*** Opening DATA UNDER STUDY ***

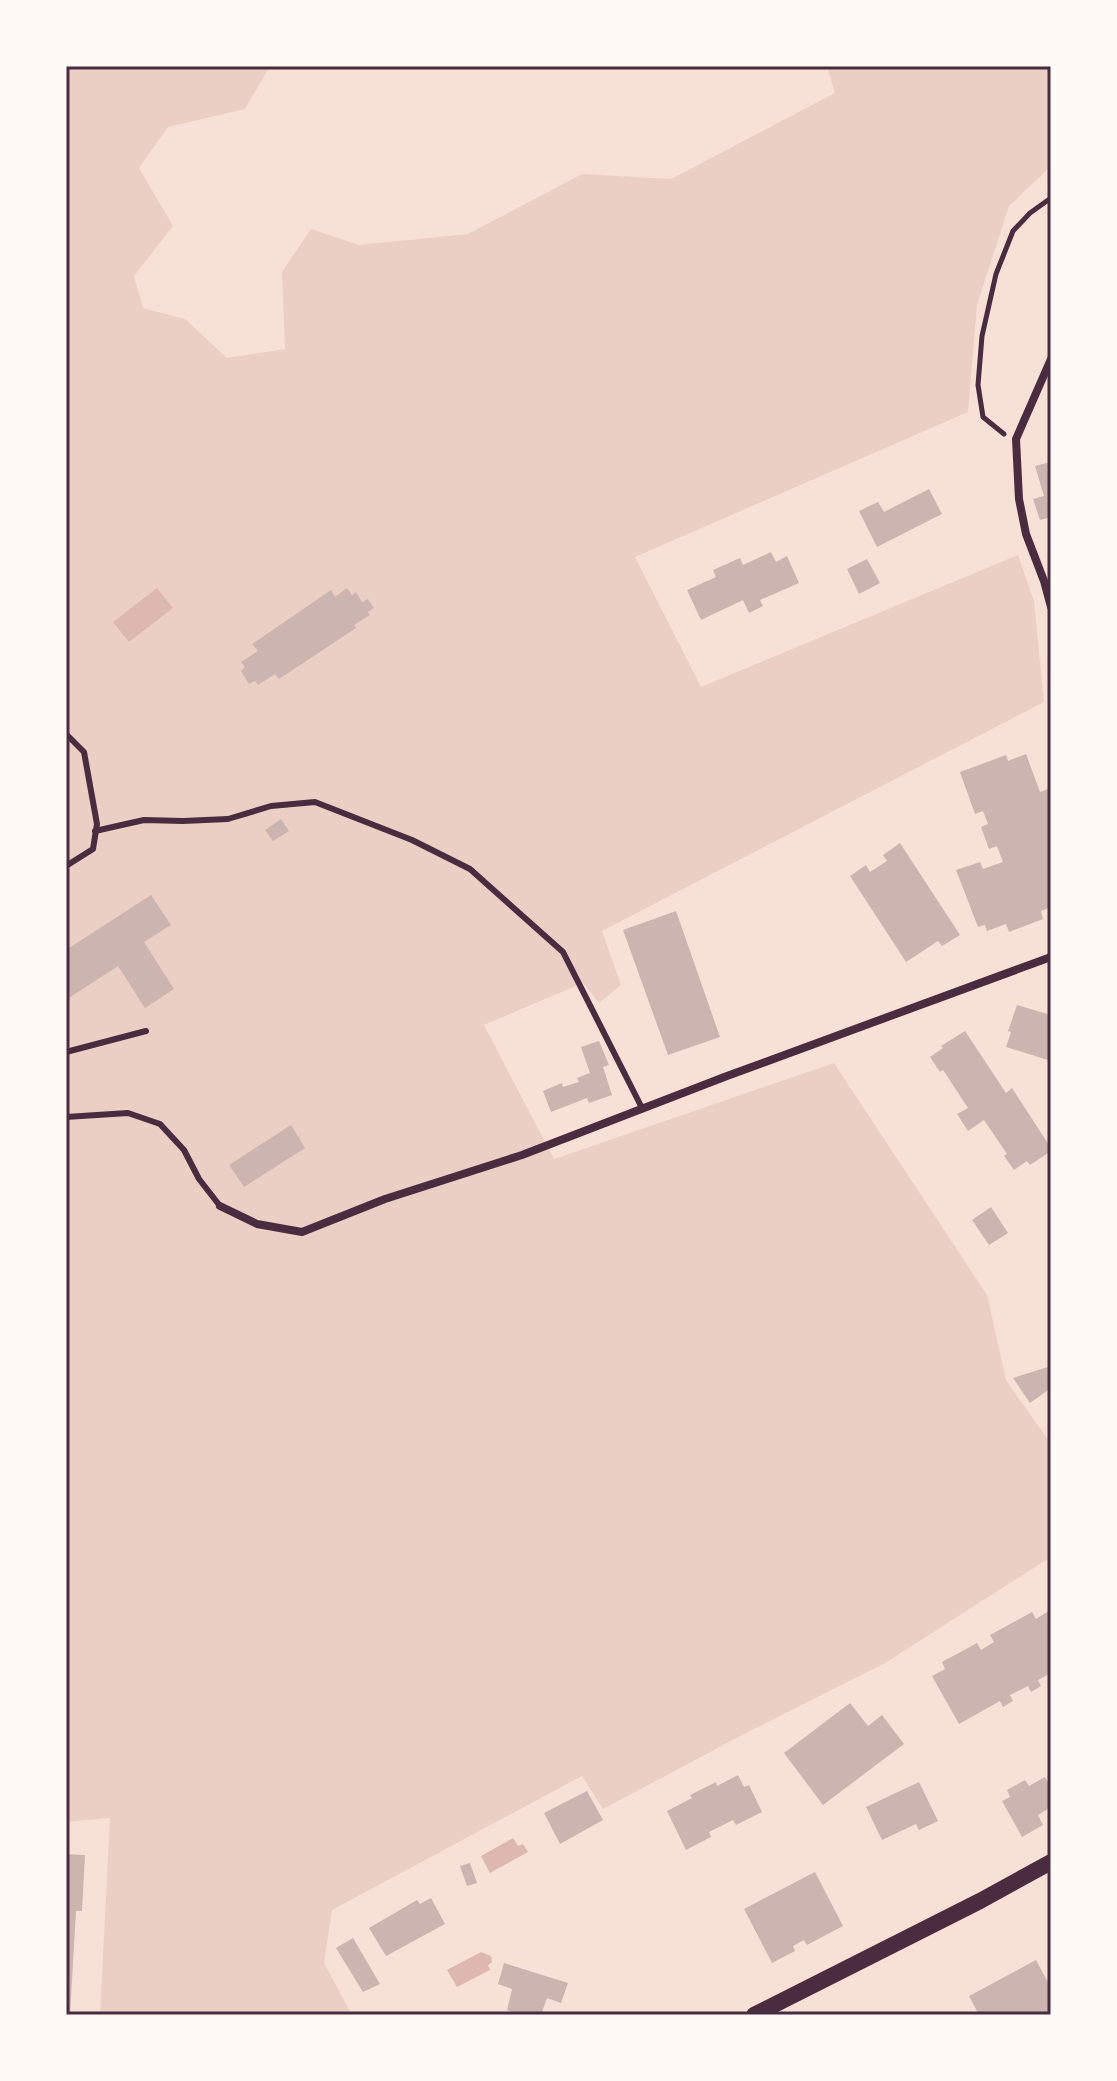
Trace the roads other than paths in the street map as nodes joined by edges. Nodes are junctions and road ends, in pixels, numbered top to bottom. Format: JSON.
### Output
{"nodes":[{"id":1,"x":1051,"y":359,"type":"edge"},
{"id":2,"x":1051,"y":607,"type":"edge"},
{"id":3,"x":66,"y":734,"type":"edge"},
{"id":4,"x":95,"y":831,"type":"junction"},
{"id":5,"x":66,"y":866,"type":"edge"},
{"id":6,"x":1051,"y":957,"type":"edge"},
{"id":7,"x":146,"y":1031,"type":"dead end"},
{"id":8,"x":66,"y":1052,"type":"edge"},
{"id":9,"x":642,"y":1108,"type":"junction"},
{"id":10,"x":66,"y":1117,"type":"edge"},
{"id":11,"x":220,"y":1206,"type":"joint"},
{"id":12,"x":1051,"y":1862,"type":"edge"},
{"id":13,"x":754,"y":2015,"type":"edge"}],
"edges":[{"from":1,"to":2,"type":"street"},
{"from":3,"to":4,"type":"lane"},
{"from":4,"to":5,"type":"lane"},
{"from":4,"to":9,"type":"lane"},
{"from":6,"to":9,"type":"street"},
{"from":7,"to":8,"type":"lane"},
{"from":9,"to":11,"type":"street"},
{"from":10,"to":11,"type":"lane"},
{"from":12,"to":13,"type":"main road"}]}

*** Closing DATA UNDER STUDY ***

**THE TASK:**
From the first line to the last, write out the data above exactly. Omit the pictures.

**EXERCISE OUTPUT:**
Trace the roads other than paths in the street map as nodes joined by edges. Nodes are junctions and road ends, in pixels, numbered top to bottom. Format: JSON.
### Output
{"nodes":[{"id":1,"x":1051,"y":359,"type":"edge"},
{"id":2,"x":1051,"y":607,"type":"edge"},
{"id":3,"x":66,"y":734,"type":"edge"},
{"id":4,"x":95,"y":831,"type":"junction"},
{"id":5,"x":66,"y":866,"type":"edge"},
{"id":6,"x":1051,"y":957,"type":"edge"},
{"id":7,"x":146,"y":1031,"type":"dead end"},
{"id":8,"x":66,"y":1052,"type":"edge"},
{"id":9,"x":642,"y":1108,"type":"junction"},
{"id":10,"x":66,"y":1117,"type":"edge"},
{"id":11,"x":220,"y":1206,"type":"joint"},
{"id":12,"x":1051,"y":1862,"type":"edge"},
{"id":13,"x":754,"y":2015,"type":"edge"}],
"edges":[{"from":1,"to":2,"type":"street"},
{"from":3,"to":4,"type":"lane"},
{"from":4,"to":5,"type":"lane"},
{"from":4,"to":9,"type":"lane"},
{"from":6,"to":9,"type":"street"},
{"from":7,"to":8,"type":"lane"},
{"from":9,"to":11,"type":"street"},
{"from":10,"to":11,"type":"lane"},
{"from":12,"to":13,"type":"main road"}]}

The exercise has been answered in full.